• **Work instructions**
Make an exact copy of the records below, leaving every image out.

• **Information supplied**
____________

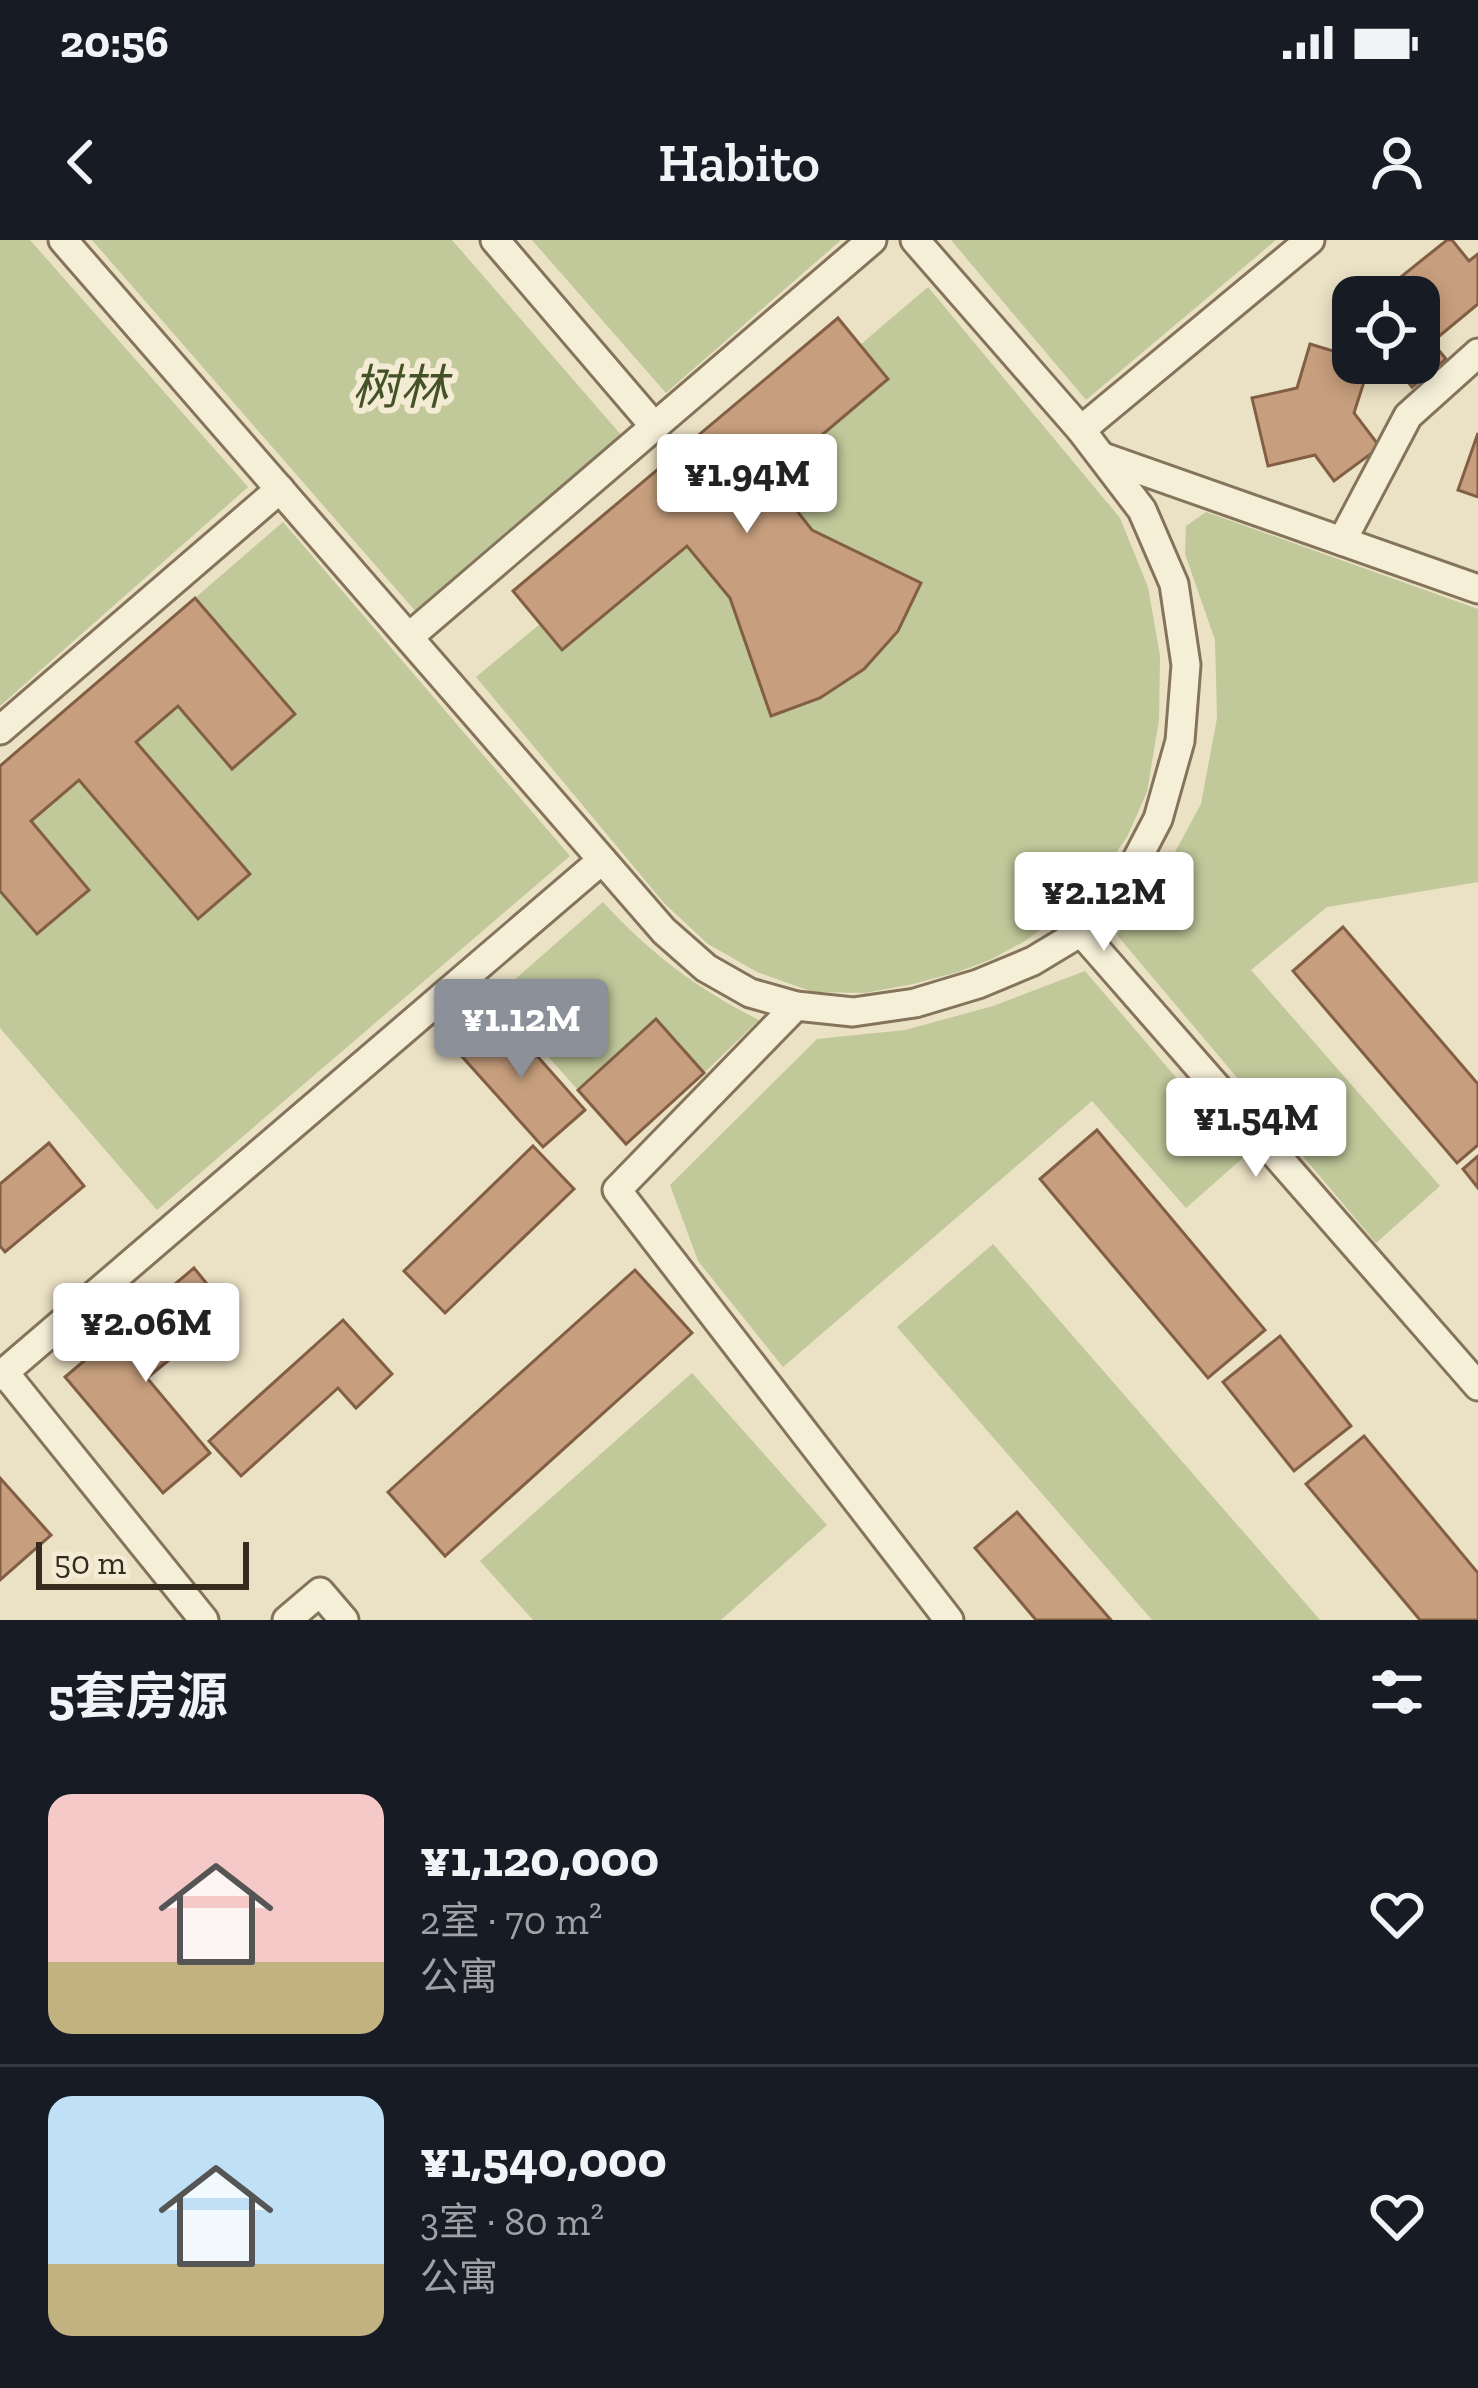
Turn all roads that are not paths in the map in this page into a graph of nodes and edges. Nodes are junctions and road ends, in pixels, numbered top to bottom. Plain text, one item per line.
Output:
1 (64, 240) edge
2 (495, 240) edge
3 (872, 240) edge
4 (915, 240) edge
5 (1310, 240) edge
6 (1478, 353) edge
7 (655, 427) junction
8 (1081, 430) junction
9 (1101, 456) junction
10 (280, 489) junction
11 (1342, 542) junction
12 (1478, 590) edge
13 (409, 637) junction
14 (0, 730) edge
15 (602, 860) junction
16 (1081, 932) junction
17 (796, 1006) junction
18 (2, 1374) edge
19 (1478, 1386) edge
20 (204, 1620) edge
21 (287, 1620) edge
22 (344, 1620) edge
23 (950, 1620) edge

1 - 10 street
2 - 7 street
3 - 7 street
4 - 8 street
5 - 8 street
6 - 11 street
7 - 13 street
8 - 9 street
9 - 11 street
9 - 16 street
10 - 13 street
10 - 14 street
11 - 12 street
13 - 15 street
15 - 17 street
15 - 18 street
16 - 17 street
16 - 19 street
17 - 23 street
18 - 20 street
21 - 22 street

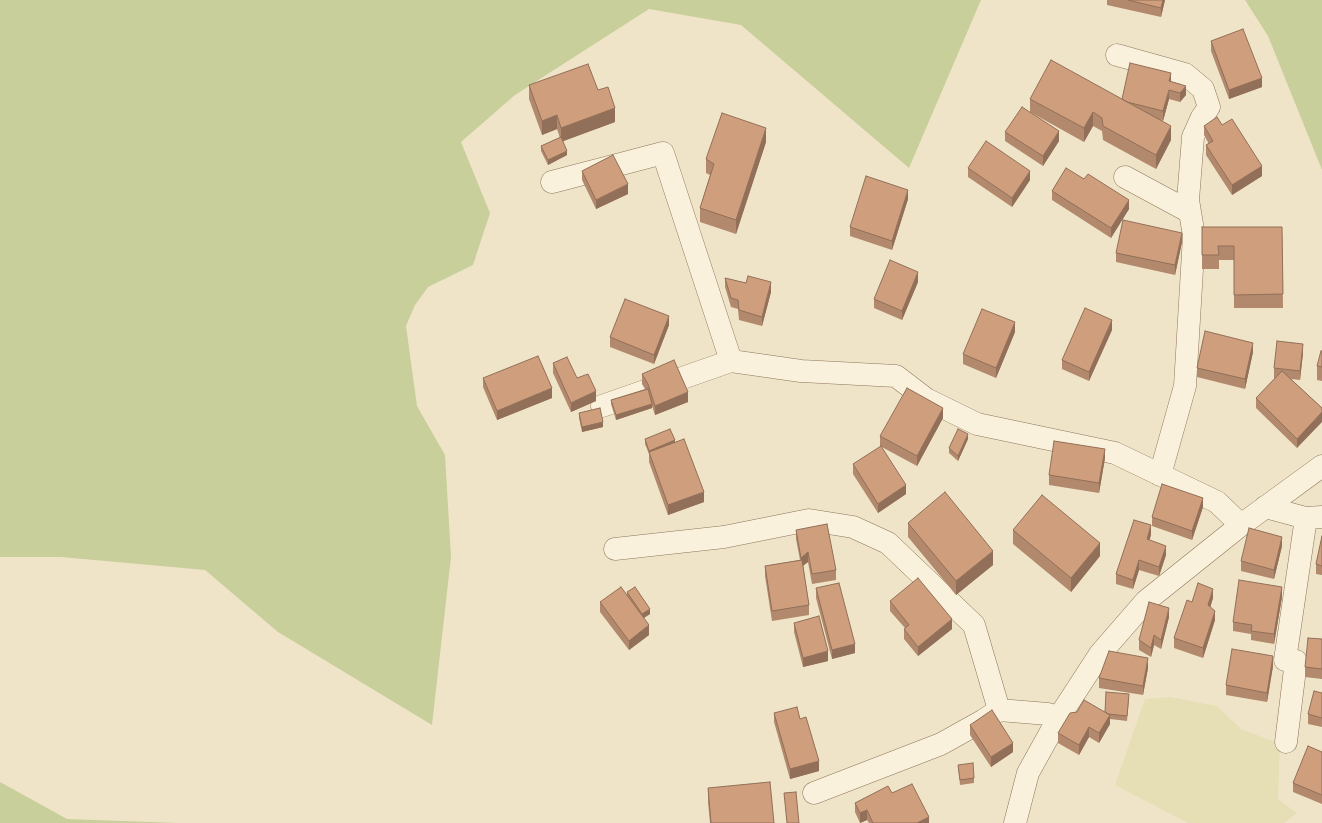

____________

• **Solved problem**
Turn all roads that are not paths in the map in this page into a graph of nodes and edges. Nodes are junctions and road ends, in pixels, numbered top to bottom. Plain text, one item per line.
Output:
1 (64, 240) edge
2 (495, 240) edge
3 (872, 240) edge
4 (915, 240) edge
5 (1310, 240) edge
6 (1478, 353) edge
7 (655, 427) junction
8 (1081, 430) junction
9 (1101, 456) junction
10 (280, 489) junction
11 (1342, 542) junction
12 (1478, 590) edge
13 (409, 637) junction
14 (0, 730) edge
15 (602, 860) junction
16 (1081, 932) junction
17 (796, 1006) junction
18 (2, 1374) edge
19 (1478, 1386) edge
20 (204, 1620) edge
21 (287, 1620) edge
22 (344, 1620) edge
23 (950, 1620) edge

1 - 10 street
2 - 7 street
3 - 7 street
4 - 8 street
5 - 8 street
6 - 11 street
7 - 13 street
8 - 9 street
9 - 11 street
9 - 16 street
10 - 13 street
10 - 14 street
11 - 12 street
13 - 15 street
15 - 17 street
15 - 18 street
16 - 17 street
16 - 19 street
17 - 23 street
18 - 20 street
21 - 22 street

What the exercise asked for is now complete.